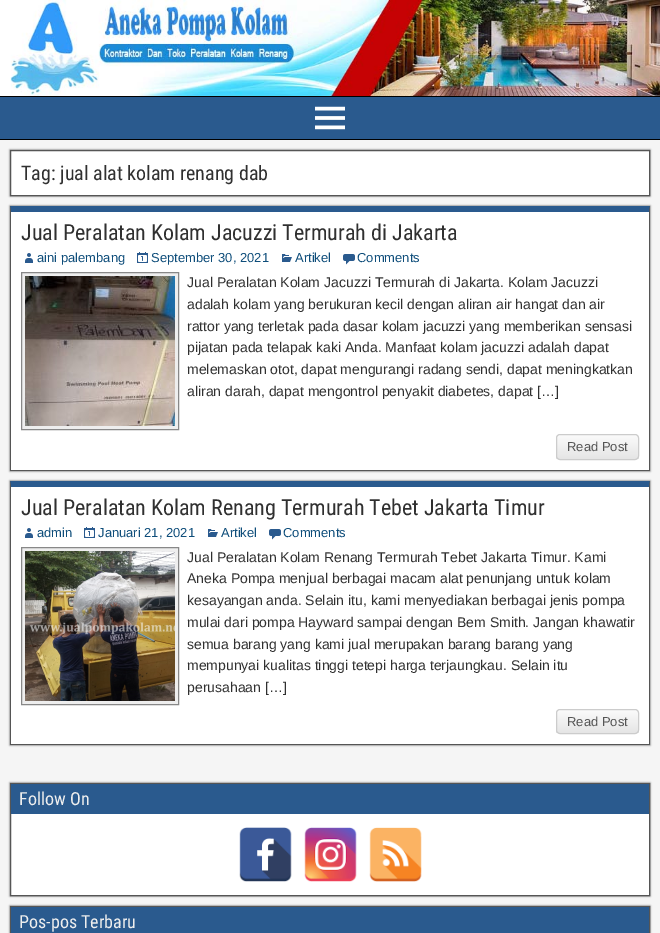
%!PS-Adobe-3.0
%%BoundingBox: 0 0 660 933
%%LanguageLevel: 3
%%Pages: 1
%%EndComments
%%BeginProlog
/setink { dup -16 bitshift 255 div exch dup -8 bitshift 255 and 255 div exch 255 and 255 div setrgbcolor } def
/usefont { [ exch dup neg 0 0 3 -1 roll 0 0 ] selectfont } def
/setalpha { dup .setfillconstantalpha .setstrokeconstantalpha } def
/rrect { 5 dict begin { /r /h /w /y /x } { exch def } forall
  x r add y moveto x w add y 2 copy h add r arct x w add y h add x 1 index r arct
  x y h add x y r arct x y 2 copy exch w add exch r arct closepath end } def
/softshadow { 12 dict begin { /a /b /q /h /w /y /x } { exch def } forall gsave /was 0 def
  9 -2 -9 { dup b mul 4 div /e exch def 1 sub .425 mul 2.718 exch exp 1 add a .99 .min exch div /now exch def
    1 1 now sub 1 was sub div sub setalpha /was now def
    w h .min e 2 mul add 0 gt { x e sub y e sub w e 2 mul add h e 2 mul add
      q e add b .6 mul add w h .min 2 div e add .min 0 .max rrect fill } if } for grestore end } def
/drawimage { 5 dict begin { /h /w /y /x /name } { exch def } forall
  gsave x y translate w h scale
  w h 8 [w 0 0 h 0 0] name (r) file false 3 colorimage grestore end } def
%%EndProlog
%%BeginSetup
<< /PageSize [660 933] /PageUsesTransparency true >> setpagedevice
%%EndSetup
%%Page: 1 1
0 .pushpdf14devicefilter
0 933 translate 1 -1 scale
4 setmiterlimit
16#FFFFFF setink
0 0 660 933 rectfill
16#000000 setink
0 96 660 1 rectfill
(img1.raw) 10 0 650 96 drawimage
16#2A5A8E setink
0 97 660 42 rectfill
16#000000 setink
0 139 660 1 rectfill
(img2.raw) 315 106 30 24 drawimage
16#F5F5F5 setink
0 140 660 793 rectfill
16#333333 setink
10 150 640 46 0 1 1 softshadow
16#FFFFFF setink
10.5 150.5 moveto 649.5 150.5 lineto 649.5 195.5 lineto 10.5 195.5 lineto closepath gsave fill grestore
16#555555 setink
stroke
/RobotoCondensed-Regular 20 usefont
16#303030 setink
21 180 moveto (Tag: jual alat kolam renang dab) show
16#333333 setink
10 206 640 265 0 1 1 softshadow
16#FFFFFF setink
11 212 638 258 rectfill
16#2A5A8E setink
10 206 moveto 650 206 lineto 649 212 lineto 11 212 lineto closepath fill
16#555555 setink
650 206 moveto 650 471 lineto 649 470 lineto 649 212 lineto closepath fill
10 470 640 1 rectfill
10 471 moveto 10 206 lineto 11 212 lineto 11 470 lineto closepath fill
/RobotoCondensed-Regular 22 usefont
16#303030 setink
21 240 moveto (Jual Peralatan Kolam Jacuzzi Termurah di Jakarta) show
(img3.raw) 25 253 8 10 drawimage
/LiberationSans-Regular 13 usefont
16#0E4D7A setink
37 262 moveto (aini palembang) show
(img4.raw) 137 252 11 11 drawimage
151 262 moveto (September 30, 2021) show
(img5.raw) 282 254 10 8 drawimage
295 262 moveto (Artikel) show
(img6.raw) 343 254 12 11 drawimage
357 262 moveto (Comments) show
16#EEEEEE setink
21.5 272.5 moveto 178.5 272.5 lineto 178.5 429.5 lineto 21.5 429.5 lineto closepath gsave fill grestore
16#888888 setink
stroke
(img7.raw) 25 276 150 150 drawimage
/Arimo-Regular 14 usefont
16#303030 setink
[
    [(Jual Peralatan Kolam Jacuzzi Termurah di Jakarta. Kolam Jacuzzi) 187 287]
    [(adalah kolam yang berukuran kecil dengan aliran air hangat dan air) 187 309]
    [(rattor yang terletak pada dasar kolam jacuzzi yang memberikan sensasi) 187 331]
    [(pijatan pada telapak kaki Anda. Manfaat kolam jacuzzi adalah dapat) 187 352]
    [(melemaskan otot, dapat mengurangi radang sendi, dapat meningkatkan) 187 374]
    [(aliran darah, dapat mengontrol penyakit diabetes, dapat […]) 187 396]
] { aload pop moveto show } forall
gsave
556 434 83 26 4 rrect clip newpath
gsave 556 435 moveto 639 435 lineto 639 459 lineto 556 459 lineto closepath clip newpath
<< /ShadingType 2 /ColorSpace /DeviceRGB /Coords [598 435 598 459] /Extend [true true] /Function << /FunctionType 2 /Domain [0 1] /C0 [0.984 0.984 0.984] /C1 [0.898 0.898 0.898] /N 1 >> >> shfill grestore
grestore
16#CCCCCC setink
556.5 434.5 82 25 3.5 rrect stroke
/LiberationSans-Regular 13 usefont
16#555555 setink
567 451 moveto (Read Post) show
16#333333 setink
10 481 640 264 0 1 1 softshadow
16#FFFFFF setink
11 487 638 257 rectfill
16#2A5A8E setink
10 481 moveto 650 481 lineto 649 487 lineto 11 487 lineto closepath fill
16#555555 setink
650 481 moveto 650 745 lineto 649 744 lineto 649 487 lineto closepath fill
10 744 640 1 rectfill
10 745 moveto 10 481 lineto 11 487 lineto 11 744 lineto closepath fill
/RobotoCondensed-Regular 22 usefont
16#303030 setink
21 515 moveto (Jual Peralatan Kolam Renang Termurah Tebet Jakarta Timur) show
(img3.raw) 25 528 8 10 drawimage
/LiberationSans-Regular 13 usefont
16#0E4D7A setink
37 537 moveto (admin) show
(img4.raw) 84 527 11 11 drawimage
98 537 moveto (Januari 21, 2021) show
(img5.raw) 208 529 10 8 drawimage
221 537 moveto (Artikel) show
(img6.raw) 269 529 12 11 drawimage
283 537 moveto (Comments) show
16#EEEEEE setink
21.5 547.5 moveto 178.5 547.5 lineto 178.5 704.5 lineto 21.5 704.5 lineto closepath gsave fill grestore
16#888888 setink
stroke
(img8.raw) 25 551 150 150 drawimage
/Arimo-Regular 14 usefont
16#303030 setink
[
    [(Jual Peralatan Kolam Renang Termurah Tebet Jakarta Timur. Kami) 187 562]
    [(Aneka Pompa menjual berbagai macam alat penunjang untuk kolam) 187 583]
    [(kesayangan anda. Selain itu, kami menyediakan berbagai jenis pompa) 187 605]
    [(mulai dari pompa Hayward sampai dengan Bem Smith. Jangan khawatir) 187 627]
    [(semua barang yang kami jual merupakan barang barang yang) 187 649]
    [(mempunyai kualitas tinggi tetepi harga terjaungkau. Selain itu) 187 670]
    [(perusahaan […]) 187 692]
] { aload pop moveto show } forall
gsave
556 709 83 25 4 rrect clip newpath
gsave 556 710 moveto 639 710 lineto 639 733 lineto 556 733 lineto closepath clip newpath
<< /ShadingType 2 /ColorSpace /DeviceRGB /Coords [598 710 598 733] /Extend [true true] /Function << /FunctionType 2 /Domain [0 1] /C0 [0.984 0.984 0.984] /C1 [0.898 0.898 0.898] /N 1 >> >> shfill grestore
grestore
16#CCCCCC setink
556.5 709.5 82 24 3.5 rrect stroke
/LiberationSans-Regular 13 usefont
16#555555 setink
567 726 moveto (Read Post) show
16#333333 setink
10 783 640 113 0 1 1 softshadow
16#FFFFFF setink
11 814 638 81 rectfill
16#555555 setink
10.5 783.5 639 112 rectstroke
16#2A5A8E setink
11 784 638 30 rectfill
/RobotoCondensed-Regular 18 usefont
16#EEEEEE setink
19 805 moveto (Follow On) show
(img9.raw) 239 827 53 55 drawimage
(img10.raw) 304 827 53 55 drawimage
(img11.raw) 369 827 53 55 drawimage
16#333333 setink
10 906 640 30 0 1 1 softshadow
16#555555 setink
10.5 906.5 639 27 rectstroke
16#2A5A8E setink
11 907 638 26 rectfill
16#EEEEEE setink
19 928 moveto (Pos-pos Terbaru) show
.poppdf14devicefilter showpage
%%EOF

EXERCISE INSTRUCTIONS: The lines from the start of the records above through the line that holds "4 setmiterlimit" are to be copied exactly, both ends included, and no pictures are to be copied.

SOLUTION TO THIS EXERCISE:
%!PS-Adobe-3.0
%%BoundingBox: 0 0 660 933
%%LanguageLevel: 3
%%Pages: 1
%%EndComments
%%BeginProlog
/setink { dup -16 bitshift 255 div exch dup -8 bitshift 255 and 255 div exch 255 and 255 div setrgbcolor } def
/usefont { [ exch dup neg 0 0 3 -1 roll 0 0 ] selectfont } def
/setalpha { dup .setfillconstantalpha .setstrokeconstantalpha } def
/rrect { 5 dict begin { /r /h /w /y /x } { exch def } forall
  x r add y moveto x w add y 2 copy h add r arct x w add y h add x 1 index r arct
  x y h add x y r arct x y 2 copy exch w add exch r arct closepath end } def
/softshadow { 12 dict begin { /a /b /q /h /w /y /x } { exch def } forall gsave /was 0 def
  9 -2 -9 { dup b mul 4 div /e exch def 1 sub .425 mul 2.718 exch exp 1 add a .99 .min exch div /now exch def
    1 1 now sub 1 was sub div sub setalpha /was now def
    w h .min e 2 mul add 0 gt { x e sub y e sub w e 2 mul add h e 2 mul add
      q e add b .6 mul add w h .min 2 div e add .min 0 .max rrect fill } if } for grestore end } def
/drawimage { 5 dict begin { /h /w /y /x /name } { exch def } forall
  gsave x y translate w h scale
  w h 8 [w 0 0 h 0 0] name (r) file false 3 colorimage grestore end } def
%%EndProlog
%%BeginSetup
<< /PageSize [660 933] /PageUsesTransparency true >> setpagedevice
%%EndSetup
%%Page: 1 1
0 .pushpdf14devicefilter
0 933 translate 1 -1 scale
4 setmiterlimit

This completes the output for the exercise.